# Dataset extract

──────────

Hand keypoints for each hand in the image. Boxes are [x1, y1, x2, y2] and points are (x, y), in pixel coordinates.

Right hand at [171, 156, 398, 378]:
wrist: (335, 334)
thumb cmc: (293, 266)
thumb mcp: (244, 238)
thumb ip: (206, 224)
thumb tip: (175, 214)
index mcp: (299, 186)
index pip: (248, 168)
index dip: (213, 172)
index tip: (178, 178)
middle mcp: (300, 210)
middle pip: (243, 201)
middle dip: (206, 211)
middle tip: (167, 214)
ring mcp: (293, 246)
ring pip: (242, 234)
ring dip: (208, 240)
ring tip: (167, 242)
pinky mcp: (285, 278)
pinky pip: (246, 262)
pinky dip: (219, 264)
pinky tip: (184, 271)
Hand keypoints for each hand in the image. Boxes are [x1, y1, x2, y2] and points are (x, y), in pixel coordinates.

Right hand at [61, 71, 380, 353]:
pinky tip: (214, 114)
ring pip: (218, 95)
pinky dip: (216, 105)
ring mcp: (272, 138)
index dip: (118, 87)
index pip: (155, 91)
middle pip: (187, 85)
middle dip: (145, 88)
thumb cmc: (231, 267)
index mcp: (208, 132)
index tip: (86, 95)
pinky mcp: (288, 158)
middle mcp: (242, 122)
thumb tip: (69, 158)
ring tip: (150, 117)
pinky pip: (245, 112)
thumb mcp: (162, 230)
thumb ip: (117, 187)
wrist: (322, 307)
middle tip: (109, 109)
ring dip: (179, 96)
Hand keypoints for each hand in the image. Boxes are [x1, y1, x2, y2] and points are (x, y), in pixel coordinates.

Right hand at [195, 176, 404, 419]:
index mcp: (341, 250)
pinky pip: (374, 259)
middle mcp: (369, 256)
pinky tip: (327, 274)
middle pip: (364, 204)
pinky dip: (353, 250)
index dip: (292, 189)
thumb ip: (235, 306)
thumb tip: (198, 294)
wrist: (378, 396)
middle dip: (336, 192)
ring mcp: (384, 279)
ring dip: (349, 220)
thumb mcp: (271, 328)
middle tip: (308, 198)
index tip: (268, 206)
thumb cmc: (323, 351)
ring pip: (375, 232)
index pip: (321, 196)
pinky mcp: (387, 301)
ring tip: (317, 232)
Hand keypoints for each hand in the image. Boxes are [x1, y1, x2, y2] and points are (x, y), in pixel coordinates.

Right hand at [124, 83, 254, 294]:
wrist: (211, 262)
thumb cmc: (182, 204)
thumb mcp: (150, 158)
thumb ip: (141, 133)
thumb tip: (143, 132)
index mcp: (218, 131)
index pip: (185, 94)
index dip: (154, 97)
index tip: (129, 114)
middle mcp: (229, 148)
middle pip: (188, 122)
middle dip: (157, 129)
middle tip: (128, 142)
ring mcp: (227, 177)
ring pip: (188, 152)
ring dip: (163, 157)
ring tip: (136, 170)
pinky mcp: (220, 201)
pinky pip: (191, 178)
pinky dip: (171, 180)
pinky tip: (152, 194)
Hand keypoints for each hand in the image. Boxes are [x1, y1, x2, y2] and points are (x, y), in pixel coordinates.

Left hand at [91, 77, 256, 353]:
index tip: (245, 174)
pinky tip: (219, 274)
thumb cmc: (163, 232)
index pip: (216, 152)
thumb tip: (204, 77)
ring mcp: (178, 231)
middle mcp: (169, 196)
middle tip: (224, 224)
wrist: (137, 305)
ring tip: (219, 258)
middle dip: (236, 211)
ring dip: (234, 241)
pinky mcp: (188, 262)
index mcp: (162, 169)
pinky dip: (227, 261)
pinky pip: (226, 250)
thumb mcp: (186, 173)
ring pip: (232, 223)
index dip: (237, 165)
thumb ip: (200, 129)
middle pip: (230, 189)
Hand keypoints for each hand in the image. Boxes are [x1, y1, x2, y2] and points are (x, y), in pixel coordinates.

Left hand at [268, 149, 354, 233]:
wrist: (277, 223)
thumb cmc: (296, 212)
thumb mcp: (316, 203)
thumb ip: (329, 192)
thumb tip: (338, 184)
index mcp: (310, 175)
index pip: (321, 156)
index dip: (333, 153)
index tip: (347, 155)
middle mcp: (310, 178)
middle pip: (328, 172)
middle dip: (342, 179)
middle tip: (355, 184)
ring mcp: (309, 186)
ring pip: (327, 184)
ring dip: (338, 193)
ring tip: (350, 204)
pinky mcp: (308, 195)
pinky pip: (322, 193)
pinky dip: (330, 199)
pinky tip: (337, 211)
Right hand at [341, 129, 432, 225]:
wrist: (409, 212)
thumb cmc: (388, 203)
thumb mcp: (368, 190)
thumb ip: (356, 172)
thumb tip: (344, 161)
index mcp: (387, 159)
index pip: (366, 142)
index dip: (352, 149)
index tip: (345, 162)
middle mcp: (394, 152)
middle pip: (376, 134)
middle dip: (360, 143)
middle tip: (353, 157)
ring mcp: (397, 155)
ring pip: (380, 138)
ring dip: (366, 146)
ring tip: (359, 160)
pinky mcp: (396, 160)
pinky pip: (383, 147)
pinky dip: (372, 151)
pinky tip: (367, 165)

──────────

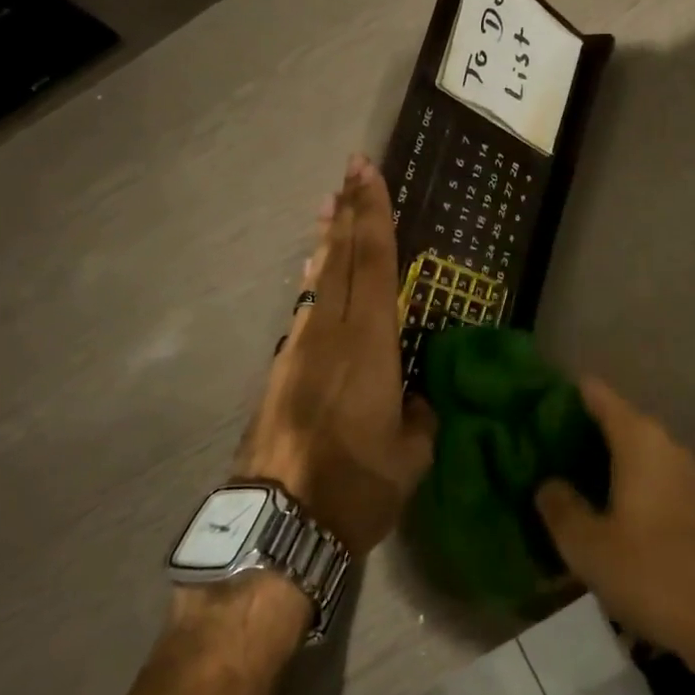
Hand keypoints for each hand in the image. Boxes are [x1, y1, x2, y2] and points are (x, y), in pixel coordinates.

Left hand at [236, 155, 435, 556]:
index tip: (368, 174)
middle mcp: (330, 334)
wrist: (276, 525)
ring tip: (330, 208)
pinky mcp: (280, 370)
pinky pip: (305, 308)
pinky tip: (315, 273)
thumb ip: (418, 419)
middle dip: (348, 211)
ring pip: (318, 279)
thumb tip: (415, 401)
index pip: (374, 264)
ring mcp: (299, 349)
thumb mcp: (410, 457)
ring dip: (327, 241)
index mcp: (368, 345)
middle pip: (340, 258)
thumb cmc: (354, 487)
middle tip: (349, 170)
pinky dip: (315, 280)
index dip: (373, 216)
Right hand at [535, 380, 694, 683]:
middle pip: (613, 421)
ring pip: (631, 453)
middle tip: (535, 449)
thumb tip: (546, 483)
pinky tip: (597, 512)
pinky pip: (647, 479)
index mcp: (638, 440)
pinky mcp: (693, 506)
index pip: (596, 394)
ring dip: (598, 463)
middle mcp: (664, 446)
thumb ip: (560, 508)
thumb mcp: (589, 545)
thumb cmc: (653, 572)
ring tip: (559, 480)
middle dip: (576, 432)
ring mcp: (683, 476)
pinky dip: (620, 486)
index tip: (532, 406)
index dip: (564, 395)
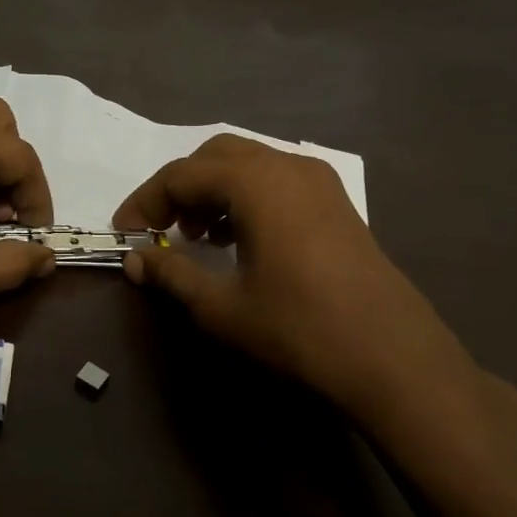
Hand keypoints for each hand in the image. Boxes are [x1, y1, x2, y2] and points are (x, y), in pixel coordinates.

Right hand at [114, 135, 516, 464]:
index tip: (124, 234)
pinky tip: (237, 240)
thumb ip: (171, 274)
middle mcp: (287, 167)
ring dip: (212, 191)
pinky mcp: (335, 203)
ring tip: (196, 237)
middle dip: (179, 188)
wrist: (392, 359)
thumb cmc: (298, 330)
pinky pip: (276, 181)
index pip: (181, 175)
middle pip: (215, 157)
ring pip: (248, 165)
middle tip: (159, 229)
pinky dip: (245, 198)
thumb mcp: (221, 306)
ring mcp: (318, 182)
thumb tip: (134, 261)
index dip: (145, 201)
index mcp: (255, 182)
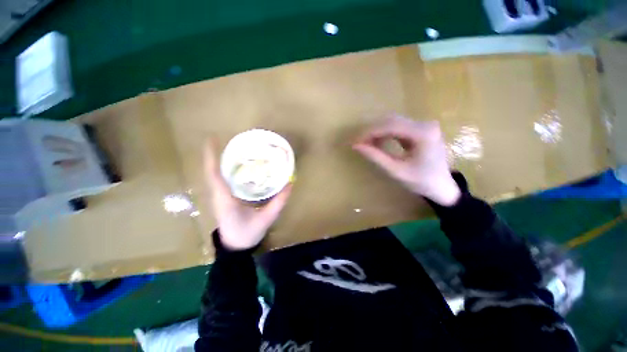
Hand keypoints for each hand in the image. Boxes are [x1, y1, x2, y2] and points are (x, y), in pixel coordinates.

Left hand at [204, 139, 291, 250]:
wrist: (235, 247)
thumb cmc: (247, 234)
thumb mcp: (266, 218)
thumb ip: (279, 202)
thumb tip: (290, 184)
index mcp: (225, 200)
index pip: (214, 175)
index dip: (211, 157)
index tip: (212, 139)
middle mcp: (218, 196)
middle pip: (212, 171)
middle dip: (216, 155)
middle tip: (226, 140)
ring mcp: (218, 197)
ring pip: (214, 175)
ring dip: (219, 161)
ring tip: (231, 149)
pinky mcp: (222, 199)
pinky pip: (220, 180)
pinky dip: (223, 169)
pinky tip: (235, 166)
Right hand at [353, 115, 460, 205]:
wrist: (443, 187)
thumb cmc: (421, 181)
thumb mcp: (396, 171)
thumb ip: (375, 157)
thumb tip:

──────────

# The problem
Since only part of the listing is wanted, copy exactly the lines from the one holding "index dip: (154, 97)" to the one holding "middle mcp: (169, 196)", both included.

# Result of the exercise
index dip: (154, 97)
index tip: (129, 114)
middle mcp: (229, 148)
middle pip: (188, 122)
middle dip: (157, 129)
middle tip: (128, 142)
ring mcp: (227, 177)
ring pip: (188, 152)
ring dip: (163, 157)
ring tip: (136, 170)
pinky mcp: (220, 201)
pinky pip: (191, 178)
pinky dip: (171, 180)
pinky tip: (152, 194)
Hand keypoints for each hand in the image. Boxes are [x1, y1, x2, y2] and points are (x, y), in pixel coordinates.

Left hand at [91, 77, 256, 353]:
index tip: (245, 174)
pinky tip: (219, 274)
thumb cmc: (163, 232)
index pip: (216, 152)
thumb tip: (204, 77)
ring mcp: (178, 231)
middle mcp: (169, 196)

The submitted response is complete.